* **About this exercise**
Restate word for word the lines below that run from the one holding "wrist: (985, 443)" through the one holding "pinky pip: (114, 166)", inclusive. Pictures don't belong in the copy.

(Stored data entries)
* * * * *

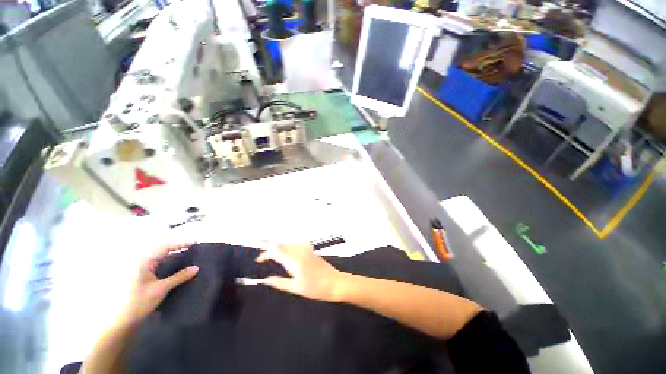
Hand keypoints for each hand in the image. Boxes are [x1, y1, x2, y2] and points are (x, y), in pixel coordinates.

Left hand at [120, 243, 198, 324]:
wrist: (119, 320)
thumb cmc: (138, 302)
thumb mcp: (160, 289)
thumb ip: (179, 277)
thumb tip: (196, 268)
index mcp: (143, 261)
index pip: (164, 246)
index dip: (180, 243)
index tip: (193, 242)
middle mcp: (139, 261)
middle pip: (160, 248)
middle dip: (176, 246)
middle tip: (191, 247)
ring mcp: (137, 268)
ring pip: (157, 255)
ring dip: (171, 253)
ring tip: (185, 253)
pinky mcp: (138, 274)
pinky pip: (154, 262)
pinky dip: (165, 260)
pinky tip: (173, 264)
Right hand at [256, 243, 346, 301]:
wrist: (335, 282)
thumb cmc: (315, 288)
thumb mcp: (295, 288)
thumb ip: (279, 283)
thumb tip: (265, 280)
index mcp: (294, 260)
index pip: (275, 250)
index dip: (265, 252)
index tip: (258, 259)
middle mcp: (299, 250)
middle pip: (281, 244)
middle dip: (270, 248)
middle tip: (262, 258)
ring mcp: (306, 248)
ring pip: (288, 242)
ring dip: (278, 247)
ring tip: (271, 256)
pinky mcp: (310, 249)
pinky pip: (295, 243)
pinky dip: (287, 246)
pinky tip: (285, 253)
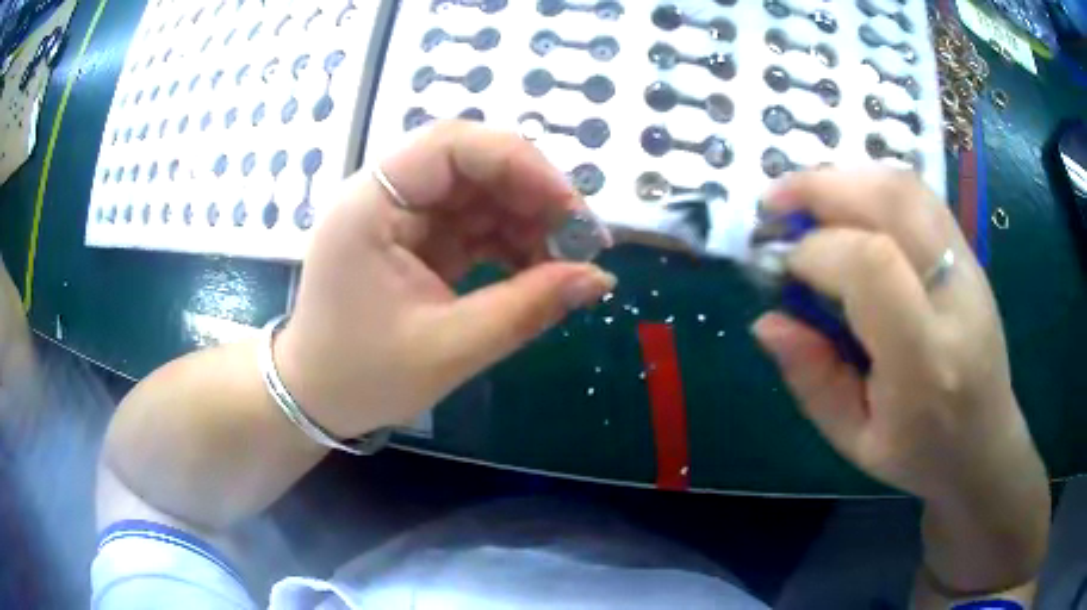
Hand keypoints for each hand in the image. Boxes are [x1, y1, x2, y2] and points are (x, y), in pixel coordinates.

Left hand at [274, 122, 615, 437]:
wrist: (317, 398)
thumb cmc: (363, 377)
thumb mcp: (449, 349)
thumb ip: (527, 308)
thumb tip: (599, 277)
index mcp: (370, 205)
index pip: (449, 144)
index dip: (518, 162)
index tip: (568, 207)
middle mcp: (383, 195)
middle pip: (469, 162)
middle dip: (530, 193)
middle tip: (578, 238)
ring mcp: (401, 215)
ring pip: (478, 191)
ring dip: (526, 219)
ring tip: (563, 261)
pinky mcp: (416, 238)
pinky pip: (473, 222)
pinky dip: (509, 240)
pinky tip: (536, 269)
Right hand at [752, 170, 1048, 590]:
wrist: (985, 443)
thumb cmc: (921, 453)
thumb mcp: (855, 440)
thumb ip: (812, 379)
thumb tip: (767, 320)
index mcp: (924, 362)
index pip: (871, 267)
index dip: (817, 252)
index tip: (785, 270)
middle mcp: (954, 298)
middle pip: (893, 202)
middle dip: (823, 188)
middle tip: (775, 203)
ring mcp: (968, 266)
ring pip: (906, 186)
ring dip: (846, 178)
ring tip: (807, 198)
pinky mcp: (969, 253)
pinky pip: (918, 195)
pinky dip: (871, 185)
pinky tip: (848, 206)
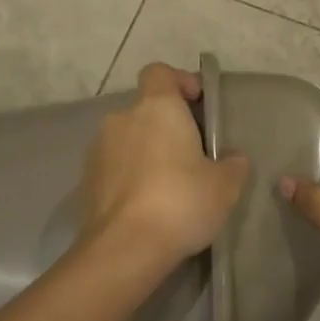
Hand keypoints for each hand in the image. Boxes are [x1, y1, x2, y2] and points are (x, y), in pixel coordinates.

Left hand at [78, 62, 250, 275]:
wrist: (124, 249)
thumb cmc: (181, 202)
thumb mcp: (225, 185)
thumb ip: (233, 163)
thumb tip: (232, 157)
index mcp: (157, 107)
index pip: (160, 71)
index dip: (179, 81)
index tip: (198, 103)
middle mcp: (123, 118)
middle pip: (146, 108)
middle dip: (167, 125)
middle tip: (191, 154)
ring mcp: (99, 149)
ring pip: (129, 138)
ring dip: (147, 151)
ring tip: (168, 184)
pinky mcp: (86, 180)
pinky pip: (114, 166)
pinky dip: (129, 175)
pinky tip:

* * * * *

* **Response box**
wrist: (985, 443)
thumb cmc: (921, 453)
thumb mcp: (855, 440)
thumb ip: (812, 379)
thumb tip: (767, 320)
index mcp: (924, 362)
index pip: (871, 267)
index dip: (817, 252)
index tip: (785, 270)
middle mcp: (954, 298)
middle pip: (893, 202)
middle dip: (823, 188)
middle tip: (775, 203)
ring mcp: (968, 266)
ring pip: (906, 186)
ring dip: (846, 178)
ring tip: (807, 198)
pinky mcp: (969, 253)
pinky pip: (918, 195)
pinky dip: (871, 185)
pinky tip: (848, 206)
Hand keypoints for each hand in the image. Boxes are [x1, y1, x2, y2] and points are (x, y), in pixel coordinates.

Left hand at [78, 62, 250, 275]:
wrist: (124, 249)
thumb cmc: (181, 202)
thumb mcp: (225, 185)
thumb ip: (233, 163)
thumb tip: (232, 157)
index mcp: (157, 107)
index pip: (160, 71)
index dip: (179, 81)
index tip: (198, 103)
middle mcp: (123, 118)
middle pip: (146, 108)
middle dip: (167, 125)
middle tip: (191, 154)
ring mcp: (99, 149)
ring pip: (129, 138)
ring dip: (147, 151)
ring tip: (168, 184)
pinky mcp: (86, 180)
pinky pip: (114, 166)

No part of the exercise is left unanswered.